* **Task to carry out**
The pictures get dropped, while every remaining part of the listing is copied exactly.

* **Record excerpts**
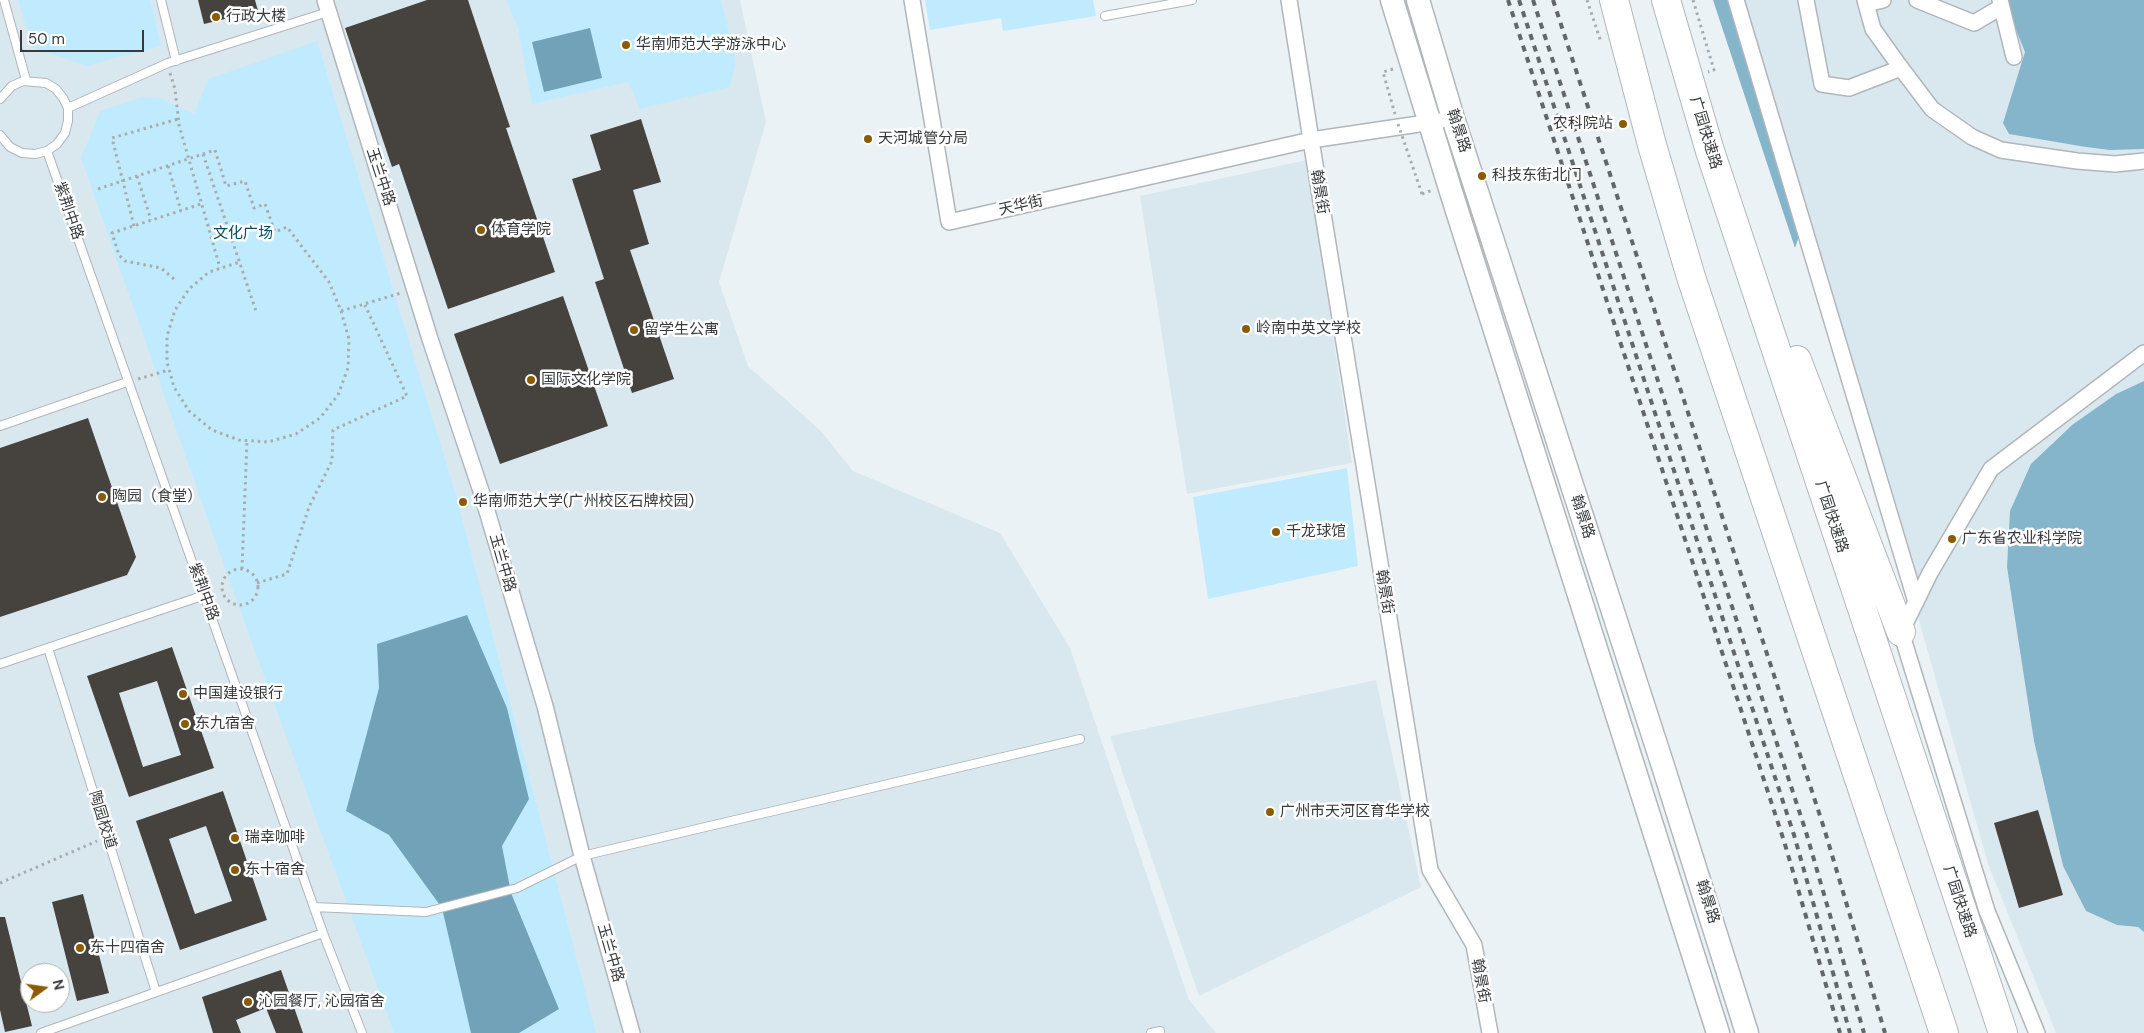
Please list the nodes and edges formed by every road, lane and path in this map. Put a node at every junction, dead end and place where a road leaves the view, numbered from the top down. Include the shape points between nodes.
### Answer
1 (4, 0) edge
2 (161, 0) edge
3 (912, 0) edge
4 (1192, 0) edge
5 (1289, 0) edge
6 (1392, 0) edge
7 (1418, 0) edge
8 (1587, 0) edge
9 (1614, 0) edge
10 (1666, 0) edge
11 (1693, 0) edge
12 (1736, 0) edge
13 (1806, 0) edge
14 (1883, 0) edge
15 (1916, 0) edge
16 (1865, 2) edge
17 (2000, 3) edge
18 (326, 6) edge
19 (1105, 16) dead end
20 (1601, 44) dead end
21 (2014, 57) dead end
22 (172, 62) junction
23 (1900, 68) junction
24 (1714, 70) dead end
25 (1383, 72) dead end
26 (26, 80) junction
27 (0, 99) edge
28 (68, 108) junction
29 (1453, 118) junction
30 (178, 119) junction
31 (1431, 122) junction
32 (0, 134) edge
33 (1311, 140) junction
34 (47, 151) junction
35 (1710, 151) junction
36 (203, 154) junction
37 (188, 159) junction
38 (2144, 161) edge
39 (168, 166) junction
40 (137, 176) junction
41 (121, 181) junction
42 (98, 189) dead end
43 (1422, 194) dead end
44 (201, 204) junction
45 (181, 211) junction
46 (151, 220) junction
47 (134, 226) junction
48 (240, 262) junction
49 (220, 268) junction
50 (174, 279) dead end
51 (416, 289) junction
52 (365, 304) junction
53 (342, 311) junction
54 (257, 314) dead end
55 (2144, 353) edge
56 (169, 370) junction
57 (127, 382) junction
58 (0, 426) edge
59 (247, 440) junction
60 (242, 569) junction
61 (257, 583) junction
62 (205, 595) junction
63 (1916, 602) junction
64 (1901, 632) junction
65 (48, 648) junction
66 (0, 664) edge
67 (1080, 740) dead end
68 (107, 836) junction
69 (582, 856) junction
70 (0, 883) edge
71 (314, 907) junction
72 (323, 933) junction
73 (156, 992) junction
74 (1160, 1031) dead end
75 (41, 1033) edge
76 (362, 1033) edge
77 (632, 1033) edge
78 (1151, 1033) edge
79 (1490, 1033) edge
80 (1718, 1033) edge
81 (1747, 1033) edge
82 (1944, 1033) edge
83 (2003, 1033) edge
84 (2037, 1033) edge

1 - 26 lane
2 - 22 lane
3 - 33 street, 天华街 via 950,222
4 - 19 lane
5 - 33 street
6 - 31 street, 翰景路
7 - 29 street, 翰景路
8 - 20 path
9 - 82 highway via 1691,277
10 - 35 highway, 广园快速路
11 - 24 path
12 - 63 street
13 - 23 street via 1822,84 1850,88
14 - 16 street
15 - 17 street via 1974,23
16 - 23 street via 1873,29
17 - 21 street
18 - 22 lane
18 - 51 street, 玉兰中路
22 - 28 lane
22 - 30 path
23 - 38 street via 1932,109 1972,137 2000,150 2115,164
25 - 43 path, bridge
26 - 27 lane via 12,86
26 - 28 lane via 46,83 56,89
28 - 34 lane via 65,133 58,144
29 - 31 street, 天华街
29 - 81 street, 翰景路
30 - 37 path
30 - 41 path via 112,138
31 - 33 street, 天华街
31 - 80 street, 翰景路
32 - 34 lane via 10,147 22,152
33 - 79 street, 翰景街 via 1430,870 1474,945
34 - 57 lane, 紫荆中路
35 - 64 highway via 1754,248
35 - 83 highway, 广园快速路
36 - 37 path
36 - 48 path
36 - 53 path via 215,150 226,186 244,181 254,208 265,204 275,232 287,227 329,282
37 - 39 path
37 - 44 path
39 - 40 path
39 - 45 path
40 - 41 path
40 - 46 path
41 - 42 path
41 - 47 path
44 - 45 path
44 - 49 path
45 - 46 path
46 - 47 path
47 - 50 path via 112,233 119,255 125,261 161,268
48 - 49 path
48 - 54 path
49 - 56 path via 209,272 189,289 174,310 167,336
51 - 52 path
51 - 69 street, 玉兰中路 via 545,706
52 - 53 path
52 - 61 path via 407,396 333,430 332,461 309,507 287,574
53 - 59 path via 349,339 348,368 338,395 320,418 296,434 268,442
55 - 63 street via 1991,469
56 - 57 path
56 - 59 path via 174,387 190,411 212,430
57 - 58 lane
57 - 62 lane, 紫荆中路
59 - 60 path
60 - 61 path via 252,574
60 - 61 path via 232,571 224,579 222,590 228,600 238,605 249,602 256,594
62 - 65 lane
62 - 71 lane, 紫荆中路
63 - 64 street
64 - 84 street via 1987,911
65 - 66 lane
65 - 68 lane, 陶园校道
67 - 69 lane
68 - 70 path
68 - 73 lane, 陶园校道
69 - 71 lane via 517,888 426,912
69 - 77 street, 玉兰中路
71 - 72 lane, 紫荆中路
72 - 73 lane
72 - 76 lane, 紫荆中路
73 - 75 lane
74 - 78 lane

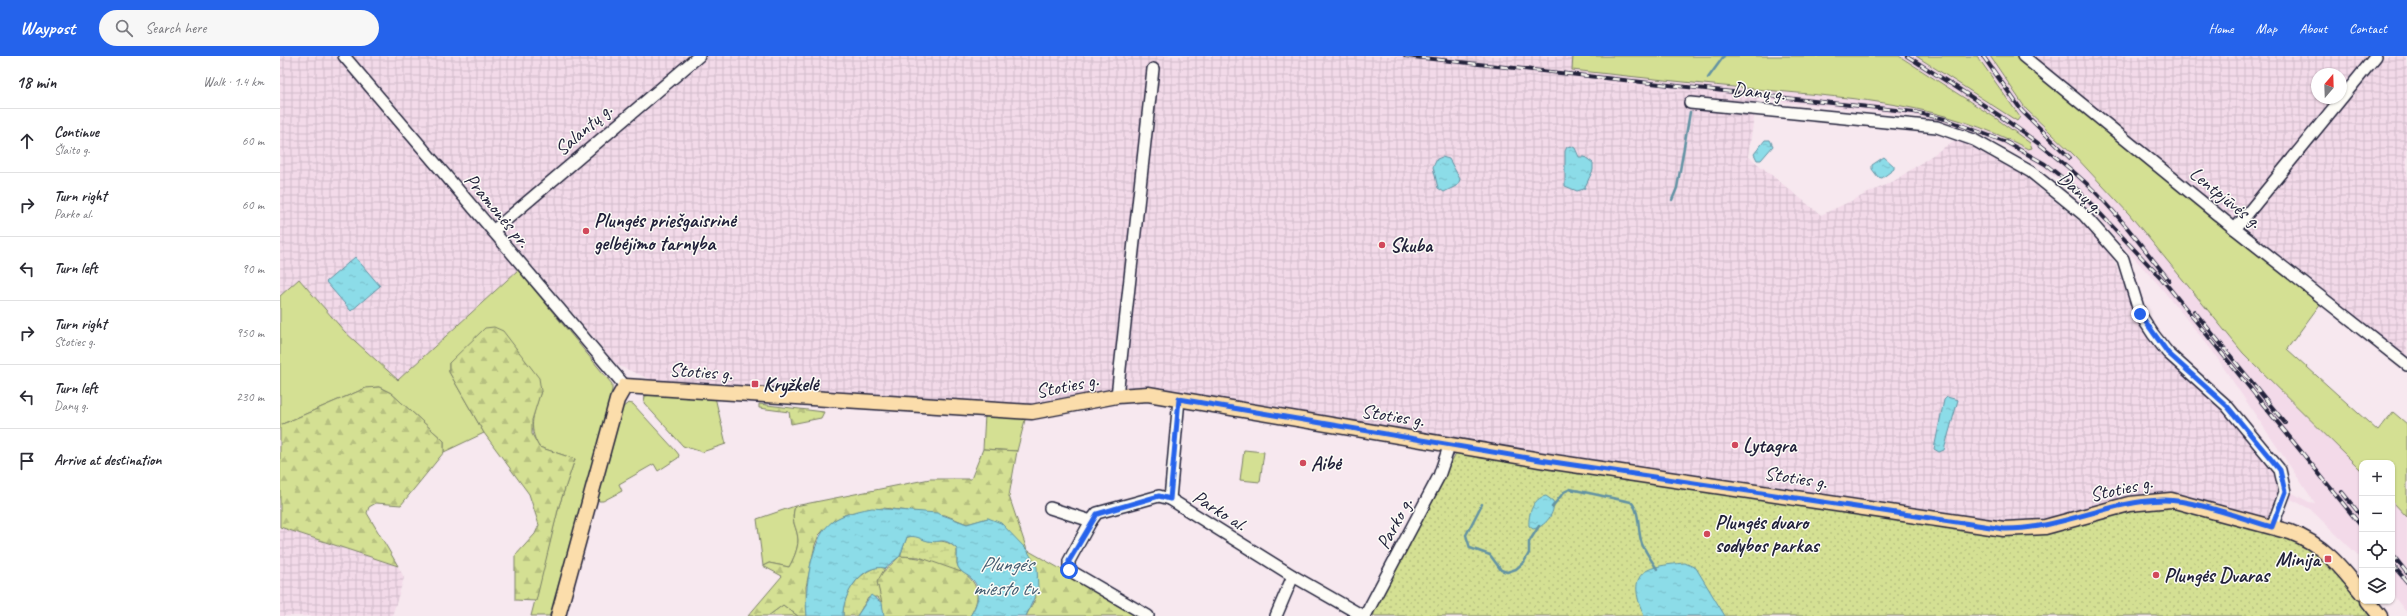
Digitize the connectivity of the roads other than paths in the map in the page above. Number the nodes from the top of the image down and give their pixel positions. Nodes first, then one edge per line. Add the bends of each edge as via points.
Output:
1 (344, 56) edge
2 (699, 56) edge
3 (2023, 56) edge
4 (2376, 56) edge
5 (1153, 69) dead end
6 (1690, 103) dead end
7 (2235, 229) junction
8 (493, 231) junction
9 (2407, 365) edge
10 (625, 386) junction
11 (1117, 396) junction
12 (1179, 399) junction
13 (1450, 444) junction
14 (1170, 499) junction
15 (1050, 508) dead end
16 (1091, 521) junction
17 (2272, 527) junction
18 (1293, 576) junction
19 (2359, 590) edge
20 (2370, 604) edge
21 (558, 616) edge
22 (1148, 616) edge
23 (1276, 616) edge
24 (1364, 616) edge
25 (2380, 616) edge

1 - 8 street, Pramonės pr.
2 - 8 street, Salantų g.
3 - 7 street, Lentpjūvės g.
4 - 7 street
5 - 11 street
6 - 17 street, Danų g. via 1937,127 1974,140 2031,172 2084,216 2123,259 2140,314 2153,334 2168,353 2227,406 2280,470 2285,492
7 - 9 street, Lentpjūvės g.
8 - 10 street, Pramonės pr.
10 - 11 main road, Stoties g. via 1032,412
10 - 21 main road via 617,400
11 - 12 main road, Stoties g. via 1148,394
12 - 13 main road, Stoties g.
12 - 14 street
13 - 17 main road, Stoties g. via 1540,460 2004,529 2046,526 2129,504 2162,500 2182,502
13 - 24 street, Parko g. via 1439,476
14 - 16 street, Parko al. via 1159,496 1097,514
14 - 18 street, Parko al.
15 - 16 street
16 - 22 street via 1069,561 1069,570
17 - 19 main road, Stoties g. via 2299,535 2323,549
18 - 23 street
18 - 24 street, Parko al.
20 - 25 main road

* **Written response**
Please list the nodes and edges formed by every road, lane and path in this map. Put a node at every junction, dead end and place where a road leaves the view, numbered from the top down. Include the shape points between nodes.
### Answer
1 (4, 0) edge
2 (161, 0) edge
3 (912, 0) edge
4 (1192, 0) edge
5 (1289, 0) edge
6 (1392, 0) edge
7 (1418, 0) edge
8 (1587, 0) edge
9 (1614, 0) edge
10 (1666, 0) edge
11 (1693, 0) edge
12 (1736, 0) edge
13 (1806, 0) edge
14 (1883, 0) edge
15 (1916, 0) edge
16 (1865, 2) edge
17 (2000, 3) edge
18 (326, 6) edge
19 (1105, 16) dead end
20 (1601, 44) dead end
21 (2014, 57) dead end
22 (172, 62) junction
23 (1900, 68) junction
24 (1714, 70) dead end
25 (1383, 72) dead end
26 (26, 80) junction
27 (0, 99) edge
28 (68, 108) junction
29 (1453, 118) junction
30 (178, 119) junction
31 (1431, 122) junction
32 (0, 134) edge
33 (1311, 140) junction
34 (47, 151) junction
35 (1710, 151) junction
36 (203, 154) junction
37 (188, 159) junction
38 (2144, 161) edge
39 (168, 166) junction
40 (137, 176) junction
41 (121, 181) junction
42 (98, 189) dead end
43 (1422, 194) dead end
44 (201, 204) junction
45 (181, 211) junction
46 (151, 220) junction
47 (134, 226) junction
48 (240, 262) junction
49 (220, 268) junction
50 (174, 279) dead end
51 (416, 289) junction
52 (365, 304) junction
53 (342, 311) junction
54 (257, 314) dead end
55 (2144, 353) edge
56 (169, 370) junction
57 (127, 382) junction
58 (0, 426) edge
59 (247, 440) junction
60 (242, 569) junction
61 (257, 583) junction
62 (205, 595) junction
63 (1916, 602) junction
64 (1901, 632) junction
65 (48, 648) junction
66 (0, 664) edge
67 (1080, 740) dead end
68 (107, 836) junction
69 (582, 856) junction
70 (0, 883) edge
71 (314, 907) junction
72 (323, 933) junction
73 (156, 992) junction
74 (1160, 1031) dead end
75 (41, 1033) edge
76 (362, 1033) edge
77 (632, 1033) edge
78 (1151, 1033) edge
79 (1490, 1033) edge
80 (1718, 1033) edge
81 (1747, 1033) edge
82 (1944, 1033) edge
83 (2003, 1033) edge
84 (2037, 1033) edge

1 - 26 lane
2 - 22 lane
3 - 33 street, 天华街 via 950,222
4 - 19 lane
5 - 33 street
6 - 31 street, 翰景路
7 - 29 street, 翰景路
8 - 20 path
9 - 82 highway via 1691,277
10 - 35 highway, 广园快速路
11 - 24 path
12 - 63 street
13 - 23 street via 1822,84 1850,88
14 - 16 street
15 - 17 street via 1974,23
16 - 23 street via 1873,29
17 - 21 street
18 - 22 lane
18 - 51 street, 玉兰中路
22 - 28 lane
22 - 30 path
23 - 38 street via 1932,109 1972,137 2000,150 2115,164
25 - 43 path, bridge
26 - 27 lane via 12,86
26 - 28 lane via 46,83 56,89
28 - 34 lane via 65,133 58,144
29 - 31 street, 天华街
29 - 81 street, 翰景路
30 - 37 path
30 - 41 path via 112,138
31 - 33 street, 天华街
31 - 80 street, 翰景路
32 - 34 lane via 10,147 22,152
33 - 79 street, 翰景街 via 1430,870 1474,945
34 - 57 lane, 紫荆中路
35 - 64 highway via 1754,248
35 - 83 highway, 广园快速路
36 - 37 path
36 - 48 path
36 - 53 path via 215,150 226,186 244,181 254,208 265,204 275,232 287,227 329,282
37 - 39 path
37 - 44 path
39 - 40 path
39 - 45 path
40 - 41 path
40 - 46 path
41 - 42 path
41 - 47 path
44 - 45 path
44 - 49 path
45 - 46 path
46 - 47 path
47 - 50 path via 112,233 119,255 125,261 161,268
48 - 49 path
48 - 54 path
49 - 56 path via 209,272 189,289 174,310 167,336
51 - 52 path
51 - 69 street, 玉兰中路 via 545,706
52 - 53 path
52 - 61 path via 407,396 333,430 332,461 309,507 287,574
53 - 59 path via 349,339 348,368 338,395 320,418 296,434 268,442
55 - 63 street via 1991,469
56 - 57 path
56 - 59 path via 174,387 190,411 212,430
57 - 58 lane
57 - 62 lane, 紫荆中路
59 - 60 path
60 - 61 path via 252,574
60 - 61 path via 232,571 224,579 222,590 228,600 238,605 249,602 256,594
62 - 65 lane
62 - 71 lane, 紫荆中路
63 - 64 street
64 - 84 street via 1987,911
65 - 66 lane
65 - 68 lane, 陶园校道
67 - 69 lane
68 - 70 path
68 - 73 lane, 陶园校道
69 - 71 lane via 517,888 426,912
69 - 77 street, 玉兰中路
71 - 72 lane, 紫荆中路
72 - 73 lane
72 - 76 lane, 紫荆中路
73 - 75 lane
74 - 78 lane

Digitize the connectivity of the roads other than paths in the map in the page above. Number the nodes from the top of the image down and give their pixel positions. Nodes first, then one edge per line. Add the bends of each edge as via points.
Output:
1 (344, 56) edge
2 (699, 56) edge
3 (2023, 56) edge
4 (2376, 56) edge
5 (1153, 69) dead end
6 (1690, 103) dead end
7 (2235, 229) junction
8 (493, 231) junction
9 (2407, 365) edge
10 (625, 386) junction
11 (1117, 396) junction
12 (1179, 399) junction
13 (1450, 444) junction
14 (1170, 499) junction
15 (1050, 508) dead end
16 (1091, 521) junction
17 (2272, 527) junction
18 (1293, 576) junction
19 (2359, 590) edge
20 (2370, 604) edge
21 (558, 616) edge
22 (1148, 616) edge
23 (1276, 616) edge
24 (1364, 616) edge
25 (2380, 616) edge

1 - 8 street, Pramonės pr.
2 - 8 street, Salantų g.
3 - 7 street, Lentpjūvės g.
4 - 7 street
5 - 11 street
6 - 17 street, Danų g. via 1937,127 1974,140 2031,172 2084,216 2123,259 2140,314 2153,334 2168,353 2227,406 2280,470 2285,492
7 - 9 street, Lentpjūvės g.
8 - 10 street, Pramonės pr.
10 - 11 main road, Stoties g. via 1032,412
10 - 21 main road via 617,400
11 - 12 main road, Stoties g. via 1148,394
12 - 13 main road, Stoties g.
12 - 14 street
13 - 17 main road, Stoties g. via 1540,460 2004,529 2046,526 2129,504 2162,500 2182,502
13 - 24 street, Parko g. via 1439,476
14 - 16 street, Parko al. via 1159,496 1097,514
14 - 18 street, Parko al.
15 - 16 street
16 - 22 street via 1069,561 1069,570
17 - 19 main road, Stoties g. via 2299,535 2323,549
18 - 23 street
18 - 24 street, Parko al.
20 - 25 main road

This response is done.